Your goal
Transcribe each entry below exactly. Pictures do not go in the copy.

= Beginning of Section =

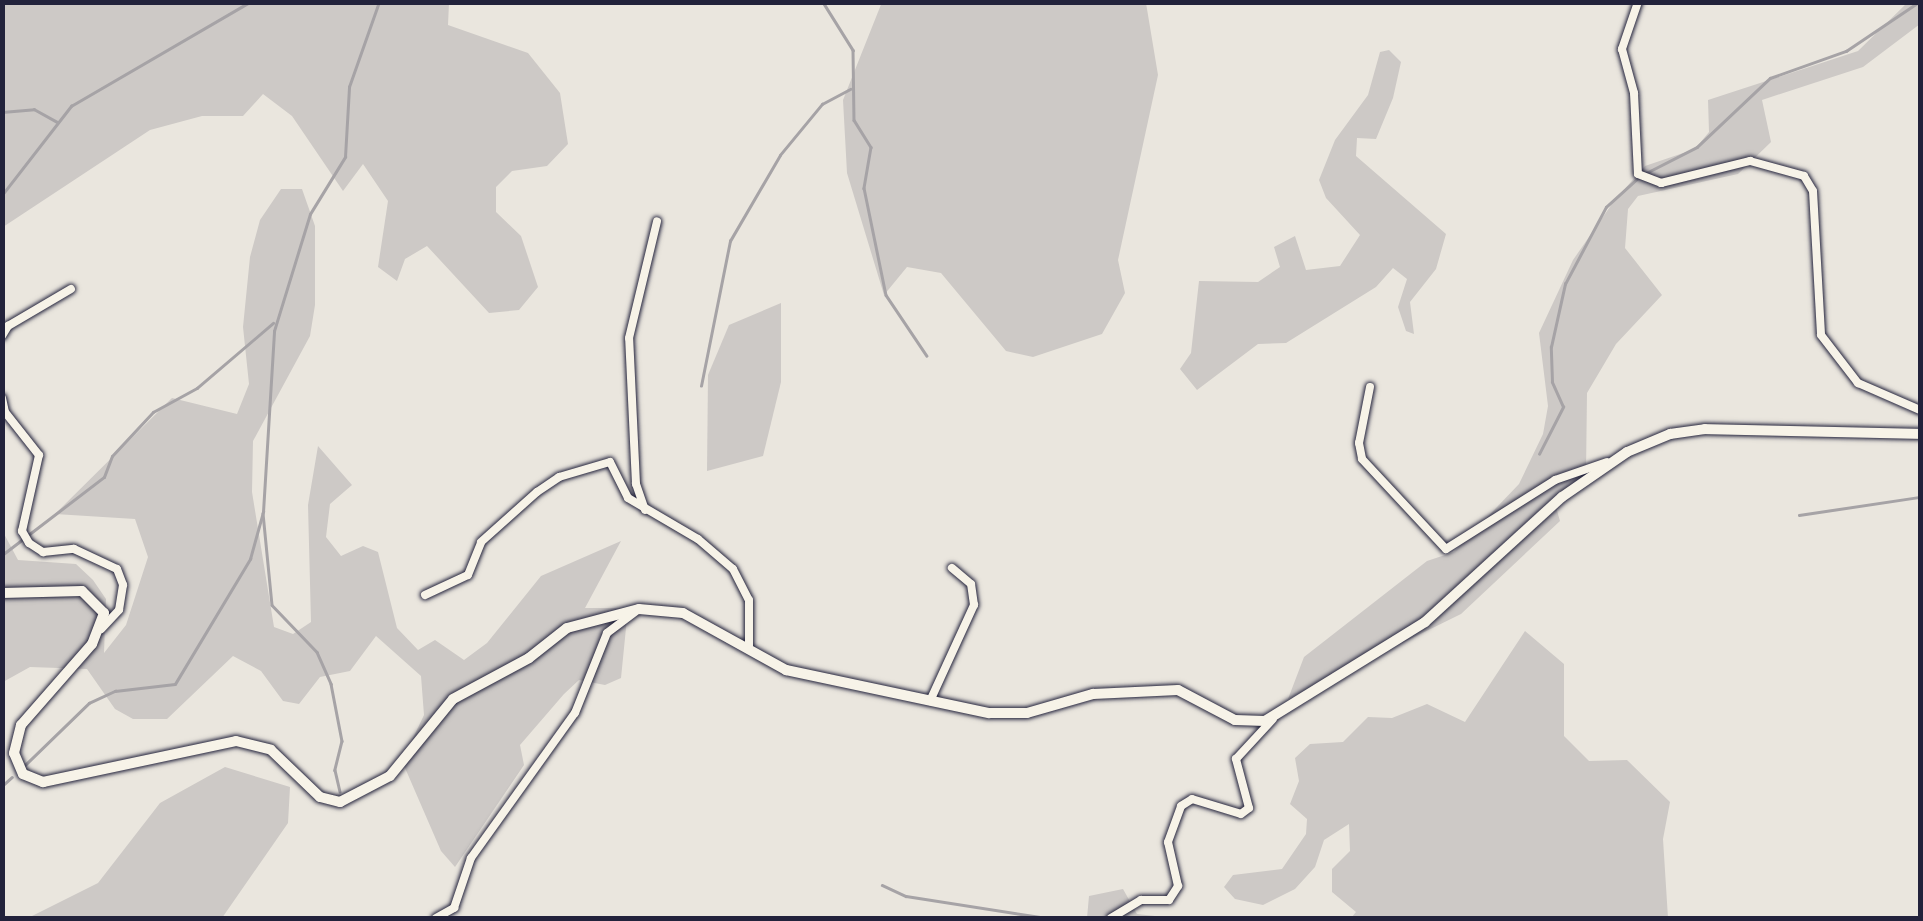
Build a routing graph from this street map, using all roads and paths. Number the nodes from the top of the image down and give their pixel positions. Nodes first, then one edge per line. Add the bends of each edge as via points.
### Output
1 (1638, 2) edge
2 (657, 221) dead end
3 (72, 289) dead end
4 (2, 336) edge
5 (1370, 388) dead end
6 (2, 398) edge
7 (1920, 410) edge
8 (1920, 434) edge
9 (1616, 459) junction
10 (645, 510) junction
11 (952, 568) dead end
12 (2, 593) edge
13 (426, 595) dead end
14 (638, 609) junction
15 (100, 630) junction
16 (750, 649) junction
17 (930, 700) junction
18 (1276, 716) junction
19 (436, 918) edge
20 (1111, 918) edge

1 - 7 street via 1622,49 1634,92 1638,174 1661,183 1750,160 1804,176 1814,207 1821,335 1858,382
2 - 10 street via 629,338 636,484
3 - 4 street
5 - 9 street via 1362,459 1446,549 1556,480
6 - 15 street via 4,412 38,456 22,531 29,543 43,552 74,549 117,569 123,585 119,610
8 - 9 street via 1705,430 1670,434
9 - 18 street via 1562,497 1425,622
10 - 13 street via 628,498 610,462 559,478 480,542 468,575
10 - 16 street via 698,539 732,569 749,600
11 - 17 street via 970,584 974,606
12 - 15 street via 82,591 104,614
14 - 15 street via 567,628 529,658 453,699 390,776 340,802 320,797 271,750 236,741 43,782 23,774 14,753 21,725
14 - 16 street via 684,612
14 - 19 street via 607,633 575,713 471,858 454,908
16 - 17 street via 786,670
17 - 18 street via 1027,713 1093,694 1178,690 1236,720
18 - 20 street via 1236,759 1249,808 1241,814 1192,800 1181,806 1168,842 1178,886 1169,900 1142,900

= End of Section =

Result
Build a routing graph from this street map, using all roads and paths. Number the nodes from the top of the image down and give their pixel positions. Nodes first, then one edge per line. Add the bends of each edge as via points.
### Output
1 (1638, 2) edge
2 (657, 221) dead end
3 (72, 289) dead end
4 (2, 336) edge
5 (1370, 388) dead end
6 (2, 398) edge
7 (1920, 410) edge
8 (1920, 434) edge
9 (1616, 459) junction
10 (645, 510) junction
11 (952, 568) dead end
12 (2, 593) edge
13 (426, 595) dead end
14 (638, 609) junction
15 (100, 630) junction
16 (750, 649) junction
17 (930, 700) junction
18 (1276, 716) junction
19 (436, 918) edge
20 (1111, 918) edge

1 - 7 street via 1622,49 1634,92 1638,174 1661,183 1750,160 1804,176 1814,207 1821,335 1858,382
2 - 10 street via 629,338 636,484
3 - 4 street
5 - 9 street via 1362,459 1446,549 1556,480
6 - 15 street via 4,412 38,456 22,531 29,543 43,552 74,549 117,569 123,585 119,610
8 - 9 street via 1705,430 1670,434
9 - 18 street via 1562,497 1425,622
10 - 13 street via 628,498 610,462 559,478 480,542 468,575
10 - 16 street via 698,539 732,569 749,600
11 - 17 street via 970,584 974,606
12 - 15 street via 82,591 104,614
14 - 15 street via 567,628 529,658 453,699 390,776 340,802 320,797 271,750 236,741 43,782 23,774 14,753 21,725
14 - 16 street via 684,612
14 - 19 street via 607,633 575,713 471,858 454,908
16 - 17 street via 786,670
17 - 18 street via 1027,713 1093,694 1178,690 1236,720
18 - 20 street via 1236,759 1249,808 1241,814 1192,800 1181,806 1168,842 1178,886 1169,900 1142,900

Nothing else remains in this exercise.